355 500 произведений, 25 200 авторов.

Электронная библиотека книг » Жак Рубо » Прекрасная Гортензия. Похищение Гортензии. » Текст книги (страница 8)
Прекрасная Гортензия. Похищение Гортензии.
  • Текст добавлен: 9 октября 2016, 05:45

Текст книги "Прекрасная Гортензия. Похищение Гортензии."


Автор книги: Жак Рубо



сообщить о нарушении

Текущая страница: 8 (всего у книги 27 страниц)

Второе межглавье
Продолжается прерванный рассказ
про обольщение Гортензии, который услышала
по телефону Иветта и передала Синулю;
тем самым мы восстанавливаем хронологию
событий

– Так она влюбилась? – спросил Синуль.

– Это мужчина ее жизни.

– И она сообщает это по телефону в его присутствии?

– Он ушел.

– Уже?

– Не говори глупостей, ему надо на работу!

– А что в нем такого необыкновенного?

– Он прекрасно умеет заниматься любовью, и он ей сказал, что у нее абсолютно идеальные ягодицы, потому что между ягодицей и ляжкой нет никакой видимой границы.

Синуль задумался.

– Это действительно так?

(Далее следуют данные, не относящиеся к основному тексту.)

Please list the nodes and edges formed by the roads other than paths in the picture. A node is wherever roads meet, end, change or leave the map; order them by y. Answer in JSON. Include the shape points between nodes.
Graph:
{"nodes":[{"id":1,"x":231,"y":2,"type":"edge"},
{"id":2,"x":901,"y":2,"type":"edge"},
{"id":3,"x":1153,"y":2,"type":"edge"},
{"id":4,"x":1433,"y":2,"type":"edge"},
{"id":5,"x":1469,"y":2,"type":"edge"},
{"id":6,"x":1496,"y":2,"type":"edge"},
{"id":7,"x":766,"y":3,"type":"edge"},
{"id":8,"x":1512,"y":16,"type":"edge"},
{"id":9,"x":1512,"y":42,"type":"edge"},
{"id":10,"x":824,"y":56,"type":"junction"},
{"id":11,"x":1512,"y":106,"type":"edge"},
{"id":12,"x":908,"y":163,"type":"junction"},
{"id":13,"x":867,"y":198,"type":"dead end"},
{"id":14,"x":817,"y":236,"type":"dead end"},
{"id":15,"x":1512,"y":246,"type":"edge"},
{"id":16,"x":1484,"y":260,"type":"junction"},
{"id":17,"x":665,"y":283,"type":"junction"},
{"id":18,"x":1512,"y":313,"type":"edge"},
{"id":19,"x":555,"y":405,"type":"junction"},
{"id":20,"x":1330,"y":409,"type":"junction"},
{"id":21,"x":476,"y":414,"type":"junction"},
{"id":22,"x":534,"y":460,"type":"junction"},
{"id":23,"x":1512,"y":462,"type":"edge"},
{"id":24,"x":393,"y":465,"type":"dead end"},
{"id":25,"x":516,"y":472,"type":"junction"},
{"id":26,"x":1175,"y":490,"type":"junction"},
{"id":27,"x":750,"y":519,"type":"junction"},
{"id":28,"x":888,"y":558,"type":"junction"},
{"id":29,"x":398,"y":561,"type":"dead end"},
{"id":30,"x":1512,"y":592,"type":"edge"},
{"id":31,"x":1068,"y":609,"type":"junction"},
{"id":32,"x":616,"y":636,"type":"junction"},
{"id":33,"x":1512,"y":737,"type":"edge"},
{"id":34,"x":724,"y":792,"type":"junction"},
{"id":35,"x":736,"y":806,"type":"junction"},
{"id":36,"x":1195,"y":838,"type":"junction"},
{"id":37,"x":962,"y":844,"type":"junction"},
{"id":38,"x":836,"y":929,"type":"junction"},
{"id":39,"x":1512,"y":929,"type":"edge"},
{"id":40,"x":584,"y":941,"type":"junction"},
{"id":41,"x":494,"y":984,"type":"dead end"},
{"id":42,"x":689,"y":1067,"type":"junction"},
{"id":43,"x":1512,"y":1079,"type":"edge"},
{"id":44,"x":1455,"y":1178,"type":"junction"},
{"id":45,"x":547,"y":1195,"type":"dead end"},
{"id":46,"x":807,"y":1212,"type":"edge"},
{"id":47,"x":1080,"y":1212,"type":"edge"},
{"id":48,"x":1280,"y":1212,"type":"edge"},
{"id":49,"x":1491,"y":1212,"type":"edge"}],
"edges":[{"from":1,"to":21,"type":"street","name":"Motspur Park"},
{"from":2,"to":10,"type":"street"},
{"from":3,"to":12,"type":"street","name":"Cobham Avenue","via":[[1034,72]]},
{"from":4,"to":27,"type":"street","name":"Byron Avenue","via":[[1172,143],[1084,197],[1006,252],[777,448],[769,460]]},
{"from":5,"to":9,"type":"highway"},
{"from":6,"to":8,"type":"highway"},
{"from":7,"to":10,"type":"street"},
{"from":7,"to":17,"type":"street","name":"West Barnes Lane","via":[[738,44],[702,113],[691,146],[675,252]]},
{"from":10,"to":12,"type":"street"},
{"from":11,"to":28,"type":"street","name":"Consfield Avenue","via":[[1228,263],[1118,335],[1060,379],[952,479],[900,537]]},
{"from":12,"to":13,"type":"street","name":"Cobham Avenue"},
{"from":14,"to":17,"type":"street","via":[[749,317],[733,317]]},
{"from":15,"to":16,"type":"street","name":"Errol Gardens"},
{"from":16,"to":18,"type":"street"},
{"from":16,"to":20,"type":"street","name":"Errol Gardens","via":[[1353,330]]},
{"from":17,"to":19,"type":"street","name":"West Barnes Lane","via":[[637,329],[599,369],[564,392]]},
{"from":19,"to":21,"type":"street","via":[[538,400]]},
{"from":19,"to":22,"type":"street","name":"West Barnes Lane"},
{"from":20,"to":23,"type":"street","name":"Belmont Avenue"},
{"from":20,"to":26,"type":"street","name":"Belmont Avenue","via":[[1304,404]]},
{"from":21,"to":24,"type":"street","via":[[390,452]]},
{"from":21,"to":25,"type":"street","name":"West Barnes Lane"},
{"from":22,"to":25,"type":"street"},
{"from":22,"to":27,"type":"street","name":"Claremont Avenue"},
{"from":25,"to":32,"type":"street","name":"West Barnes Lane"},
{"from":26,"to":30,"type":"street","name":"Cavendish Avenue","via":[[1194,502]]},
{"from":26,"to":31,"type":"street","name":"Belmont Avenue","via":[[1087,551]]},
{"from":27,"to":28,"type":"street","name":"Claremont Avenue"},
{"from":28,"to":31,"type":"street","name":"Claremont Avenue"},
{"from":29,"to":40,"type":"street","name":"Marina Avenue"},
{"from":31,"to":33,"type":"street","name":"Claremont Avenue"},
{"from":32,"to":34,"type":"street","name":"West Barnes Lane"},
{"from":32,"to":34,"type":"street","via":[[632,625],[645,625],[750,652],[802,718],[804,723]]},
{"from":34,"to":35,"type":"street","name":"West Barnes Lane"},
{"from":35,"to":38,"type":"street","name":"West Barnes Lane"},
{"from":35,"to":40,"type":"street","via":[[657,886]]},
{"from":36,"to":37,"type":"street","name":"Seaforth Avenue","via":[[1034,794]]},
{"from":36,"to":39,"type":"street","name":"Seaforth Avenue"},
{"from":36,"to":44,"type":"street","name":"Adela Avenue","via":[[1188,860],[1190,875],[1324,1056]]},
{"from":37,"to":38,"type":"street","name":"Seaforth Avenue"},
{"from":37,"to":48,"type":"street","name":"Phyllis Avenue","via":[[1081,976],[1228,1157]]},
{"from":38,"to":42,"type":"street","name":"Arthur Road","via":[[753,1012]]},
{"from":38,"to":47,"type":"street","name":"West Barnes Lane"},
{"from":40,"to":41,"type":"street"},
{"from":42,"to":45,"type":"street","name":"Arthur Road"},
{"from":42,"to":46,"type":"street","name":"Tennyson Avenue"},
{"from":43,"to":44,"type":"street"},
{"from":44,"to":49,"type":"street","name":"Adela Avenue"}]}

Я не знал, что у Гортензии…

– Ну да, это одно из достоинств ее фигуры.

– А чем он еще отличился, этот супермен?

– Он почти сразу угадал, как ее зовут.

– Надо же, – сказал Синуль.

– Да, и у него такая профессия, при которой приходится работать ночью, это называется – странствующий ночной антиквар.

Синуль поднял бровь.

– Повтори-ка.

Иветта повторила.

Синуль так и застыл с поднятой бровью. Он посмотрел на Иветту, и та тоже подняла бровь.

Поднимем бровь и мы.

Продолжение окончания главы 11,
в котором продолжался ответ на отдельный вопрос из первого межглавья

Пока Иветта, Синуль, Автор и Читатель поднимают бровь (правую или левую?), мы вернемся назад, в послеполуденный час, когда неспешно завершилась глава, посвященная обольщению Гортензии.

Было жарко. Чуча мурлыкала, как умела она одна. Она мурлыкала, исполняя свой долг, но еще и для того, чтобы звуковые волны от ее мурлыканья, затронув усы Александра Владимировича и смутив его сердце, достигли лап и когтей, вонзившихся в деревянный подоконник кабинета профессора Орсэллса.

Профессор Орсэллс мыслил и громко храпел.

Но жара была такой, что перед тем как погрузиться в раздумья под мурлыканье, он открыл окно. Александр Владимирович прыгнул в комнату. Мурлыканье Чучи стало еще обольстительнее и нежнее.

Александр Владимирович прыгнул на письменный стол. Его морда коснулась изящной мордочки Чучи. Их усы соприкоснулись.

Глава 15
Инспектор Блоньяр

– Понимаешь, Луиза, – сказал жене инспектор Блоньяр, – если нет подозреваемого, это еще куда ни шло, а вот если нет мотива, это просто беда!

– Ты прав, Ансельм, – ответила она. – А почему?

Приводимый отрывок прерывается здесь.